BEGIN

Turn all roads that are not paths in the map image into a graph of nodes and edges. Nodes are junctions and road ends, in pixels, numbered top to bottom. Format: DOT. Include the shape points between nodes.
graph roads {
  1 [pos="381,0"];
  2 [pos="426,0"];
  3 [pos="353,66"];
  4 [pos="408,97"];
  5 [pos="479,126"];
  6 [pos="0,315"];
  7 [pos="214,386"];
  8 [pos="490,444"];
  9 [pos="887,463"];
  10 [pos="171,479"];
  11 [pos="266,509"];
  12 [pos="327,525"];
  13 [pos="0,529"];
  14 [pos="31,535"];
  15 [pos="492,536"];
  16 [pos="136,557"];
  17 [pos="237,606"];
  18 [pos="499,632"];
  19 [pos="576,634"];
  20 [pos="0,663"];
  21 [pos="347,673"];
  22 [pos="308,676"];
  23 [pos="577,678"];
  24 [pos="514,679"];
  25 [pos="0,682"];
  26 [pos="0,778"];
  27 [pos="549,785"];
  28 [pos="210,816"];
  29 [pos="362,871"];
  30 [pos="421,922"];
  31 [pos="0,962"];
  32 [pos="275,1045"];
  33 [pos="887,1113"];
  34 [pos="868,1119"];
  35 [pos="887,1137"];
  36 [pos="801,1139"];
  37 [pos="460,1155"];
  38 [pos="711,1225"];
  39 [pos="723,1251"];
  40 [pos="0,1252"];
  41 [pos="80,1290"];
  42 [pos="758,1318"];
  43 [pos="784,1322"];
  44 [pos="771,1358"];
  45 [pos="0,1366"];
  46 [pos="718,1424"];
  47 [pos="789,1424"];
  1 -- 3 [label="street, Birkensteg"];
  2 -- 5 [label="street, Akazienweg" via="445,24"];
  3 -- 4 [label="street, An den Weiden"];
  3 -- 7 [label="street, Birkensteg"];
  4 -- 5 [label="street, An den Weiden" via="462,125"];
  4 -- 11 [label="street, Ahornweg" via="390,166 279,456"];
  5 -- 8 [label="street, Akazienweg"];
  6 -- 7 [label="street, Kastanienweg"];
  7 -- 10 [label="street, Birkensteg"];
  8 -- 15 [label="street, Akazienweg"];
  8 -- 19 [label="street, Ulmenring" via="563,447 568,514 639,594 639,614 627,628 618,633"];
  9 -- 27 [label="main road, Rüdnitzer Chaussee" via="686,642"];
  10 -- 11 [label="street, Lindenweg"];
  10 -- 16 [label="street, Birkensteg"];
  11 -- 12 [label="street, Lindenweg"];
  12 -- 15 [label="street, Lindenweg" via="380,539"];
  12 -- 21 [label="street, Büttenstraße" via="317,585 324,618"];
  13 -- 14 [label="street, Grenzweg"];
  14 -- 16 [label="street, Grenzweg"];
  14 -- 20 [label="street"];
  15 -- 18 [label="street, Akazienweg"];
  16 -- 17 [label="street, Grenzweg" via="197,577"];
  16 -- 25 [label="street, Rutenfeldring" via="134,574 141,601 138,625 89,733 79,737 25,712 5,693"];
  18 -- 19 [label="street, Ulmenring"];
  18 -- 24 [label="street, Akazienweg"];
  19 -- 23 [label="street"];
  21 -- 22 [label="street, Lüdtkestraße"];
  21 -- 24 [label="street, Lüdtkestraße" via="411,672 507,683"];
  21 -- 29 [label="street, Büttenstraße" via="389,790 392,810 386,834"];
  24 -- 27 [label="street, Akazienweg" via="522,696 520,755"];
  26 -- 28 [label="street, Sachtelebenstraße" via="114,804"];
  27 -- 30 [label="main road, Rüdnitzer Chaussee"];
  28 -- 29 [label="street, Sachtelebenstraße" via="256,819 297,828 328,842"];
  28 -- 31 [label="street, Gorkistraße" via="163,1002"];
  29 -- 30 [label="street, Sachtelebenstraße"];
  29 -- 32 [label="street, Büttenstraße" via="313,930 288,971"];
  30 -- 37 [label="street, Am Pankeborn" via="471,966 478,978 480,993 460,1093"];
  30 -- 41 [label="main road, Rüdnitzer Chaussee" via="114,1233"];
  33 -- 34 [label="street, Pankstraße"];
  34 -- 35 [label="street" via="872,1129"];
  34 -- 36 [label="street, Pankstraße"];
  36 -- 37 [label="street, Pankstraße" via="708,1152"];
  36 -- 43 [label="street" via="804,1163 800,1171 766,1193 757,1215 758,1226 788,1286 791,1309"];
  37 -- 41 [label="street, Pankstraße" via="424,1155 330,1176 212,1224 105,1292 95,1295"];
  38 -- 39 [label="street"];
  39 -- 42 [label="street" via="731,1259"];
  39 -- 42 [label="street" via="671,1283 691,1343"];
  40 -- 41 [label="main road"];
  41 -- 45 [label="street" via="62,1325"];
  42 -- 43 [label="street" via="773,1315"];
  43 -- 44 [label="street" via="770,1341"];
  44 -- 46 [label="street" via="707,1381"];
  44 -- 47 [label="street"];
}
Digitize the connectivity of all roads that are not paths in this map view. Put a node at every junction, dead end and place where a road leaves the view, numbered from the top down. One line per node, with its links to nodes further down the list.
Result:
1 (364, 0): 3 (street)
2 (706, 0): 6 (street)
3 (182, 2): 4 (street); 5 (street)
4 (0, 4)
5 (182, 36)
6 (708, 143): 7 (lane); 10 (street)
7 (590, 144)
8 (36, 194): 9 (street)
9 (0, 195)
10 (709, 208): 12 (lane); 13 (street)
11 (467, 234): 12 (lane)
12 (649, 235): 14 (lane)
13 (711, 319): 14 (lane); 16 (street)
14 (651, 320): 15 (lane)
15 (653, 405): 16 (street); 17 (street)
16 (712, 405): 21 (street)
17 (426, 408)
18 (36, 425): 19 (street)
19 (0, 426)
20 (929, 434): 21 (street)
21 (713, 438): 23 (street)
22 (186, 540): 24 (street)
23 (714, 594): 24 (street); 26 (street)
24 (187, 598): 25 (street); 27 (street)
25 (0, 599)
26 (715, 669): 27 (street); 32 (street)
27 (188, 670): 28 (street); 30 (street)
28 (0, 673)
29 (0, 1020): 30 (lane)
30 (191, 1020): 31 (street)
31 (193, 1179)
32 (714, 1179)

END

# ASSIGNED TASK:
Copy the listing in full. Match it word for word.

# TASK SOLUTION:
Turn all roads that are not paths in the map image into a graph of nodes and edges. Nodes are junctions and road ends, in pixels, numbered top to bottom. Format: DOT. Include the shape points between nodes.
graph roads {
  1 [pos="381,0"];
  2 [pos="426,0"];
  3 [pos="353,66"];
  4 [pos="408,97"];
  5 [pos="479,126"];
  6 [pos="0,315"];
  7 [pos="214,386"];
  8 [pos="490,444"];
  9 [pos="887,463"];
  10 [pos="171,479"];
  11 [pos="266,509"];
  12 [pos="327,525"];
  13 [pos="0,529"];
  14 [pos="31,535"];
  15 [pos="492,536"];
  16 [pos="136,557"];
  17 [pos="237,606"];
  18 [pos="499,632"];
  19 [pos="576,634"];
  20 [pos="0,663"];
  21 [pos="347,673"];
  22 [pos="308,676"];
  23 [pos="577,678"];
  24 [pos="514,679"];
  25 [pos="0,682"];
  26 [pos="0,778"];
  27 [pos="549,785"];
  28 [pos="210,816"];
  29 [pos="362,871"];
  30 [pos="421,922"];
  31 [pos="0,962"];
  32 [pos="275,1045"];
  33 [pos="887,1113"];
  34 [pos="868,1119"];
  35 [pos="887,1137"];
  36 [pos="801,1139"];
  37 [pos="460,1155"];
  38 [pos="711,1225"];
  39 [pos="723,1251"];
  40 [pos="0,1252"];
  41 [pos="80,1290"];
  42 [pos="758,1318"];
  43 [pos="784,1322"];
  44 [pos="771,1358"];
  45 [pos="0,1366"];
  46 [pos="718,1424"];
  47 [pos="789,1424"];
  1 -- 3 [label="street, Birkensteg"];
  2 -- 5 [label="street, Akazienweg" via="445,24"];
  3 -- 4 [label="street, An den Weiden"];
  3 -- 7 [label="street, Birkensteg"];
  4 -- 5 [label="street, An den Weiden" via="462,125"];
  4 -- 11 [label="street, Ahornweg" via="390,166 279,456"];
  5 -- 8 [label="street, Akazienweg"];
  6 -- 7 [label="street, Kastanienweg"];
  7 -- 10 [label="street, Birkensteg"];
  8 -- 15 [label="street, Akazienweg"];
  8 -- 19 [label="street, Ulmenring" via="563,447 568,514 639,594 639,614 627,628 618,633"];
  9 -- 27 [label="main road, Rüdnitzer Chaussee" via="686,642"];
  10 -- 11 [label="street, Lindenweg"];
  10 -- 16 [label="street, Birkensteg"];
  11 -- 12 [label="street, Lindenweg"];
  12 -- 15 [label="street, Lindenweg" via="380,539"];
  12 -- 21 [label="street, Büttenstraße" via="317,585 324,618"];
  13 -- 14 [label="street, Grenzweg"];
  14 -- 16 [label="street, Grenzweg"];
  14 -- 20 [label="street"];
  15 -- 18 [label="street, Akazienweg"];
  16 -- 17 [label="street, Grenzweg" via="197,577"];
  16 -- 25 [label="street, Rutenfeldring" via="134,574 141,601 138,625 89,733 79,737 25,712 5,693"];
  18 -- 19 [label="street, Ulmenring"];
  18 -- 24 [label="street, Akazienweg"];
  19 -- 23 [label="street"];
  21 -- 22 [label="street, Lüdtkestraße"];
  21 -- 24 [label="street, Lüdtkestraße" via="411,672 507,683"];
  21 -- 29 [label="street, Büttenstraße" via="389,790 392,810 386,834"];
  24 -- 27 [label="street, Akazienweg" via="522,696 520,755"];
  26 -- 28 [label="street, Sachtelebenstraße" via="114,804"];
  27 -- 30 [label="main road, Rüdnitzer Chaussee"];
  28 -- 29 [label="street, Sachtelebenstraße" via="256,819 297,828 328,842"];
  28 -- 31 [label="street, Gorkistraße" via="163,1002"];
  29 -- 30 [label="street, Sachtelebenstraße"];
  29 -- 32 [label="street, Büttenstraße" via="313,930 288,971"];
  30 -- 37 [label="street, Am Pankeborn" via="471,966 478,978 480,993 460,1093"];
  30 -- 41 [label="main road, Rüdnitzer Chaussee" via="114,1233"];
  33 -- 34 [label="street, Pankstraße"];
  34 -- 35 [label="street" via="872,1129"];
  34 -- 36 [label="street, Pankstraße"];
  36 -- 37 [label="street, Pankstraße" via="708,1152"];
  36 -- 43 [label="street" via="804,1163 800,1171 766,1193 757,1215 758,1226 788,1286 791,1309"];
  37 -- 41 [label="street, Pankstraße" via="424,1155 330,1176 212,1224 105,1292 95,1295"];
  38 -- 39 [label="street"];
  39 -- 42 [label="street" via="731,1259"];
  39 -- 42 [label="street" via="671,1283 691,1343"];
  40 -- 41 [label="main road"];
  41 -- 45 [label="street" via="62,1325"];
  42 -- 43 [label="street" via="773,1315"];
  43 -- 44 [label="street" via="770,1341"];
  44 -- 46 [label="street" via="707,1381"];
  44 -- 47 [label="street"];
}
Digitize the connectivity of all roads that are not paths in this map view. Put a node at every junction, dead end and place where a road leaves the view, numbered from the top down. One line per node, with its links to nodes further down the list.
Result:
1 (364, 0): 3 (street)
2 (706, 0): 6 (street)
3 (182, 2): 4 (street); 5 (street)
4 (0, 4)
5 (182, 36)
6 (708, 143): 7 (lane); 10 (street)
7 (590, 144)
8 (36, 194): 9 (street)
9 (0, 195)
10 (709, 208): 12 (lane); 13 (street)
11 (467, 234): 12 (lane)
12 (649, 235): 14 (lane)
13 (711, 319): 14 (lane); 16 (street)
14 (651, 320): 15 (lane)
15 (653, 405): 16 (street); 17 (street)
16 (712, 405): 21 (street)
17 (426, 408)
18 (36, 425): 19 (street)
19 (0, 426)
20 (929, 434): 21 (street)
21 (713, 438): 23 (street)
22 (186, 540): 24 (street)
23 (714, 594): 24 (street); 26 (street)
24 (187, 598): 25 (street); 27 (street)
25 (0, 599)
26 (715, 669): 27 (street); 32 (street)
27 (188, 670): 28 (street); 30 (street)
28 (0, 673)
29 (0, 1020): 30 (lane)
30 (191, 1020): 31 (street)
31 (193, 1179)
32 (714, 1179)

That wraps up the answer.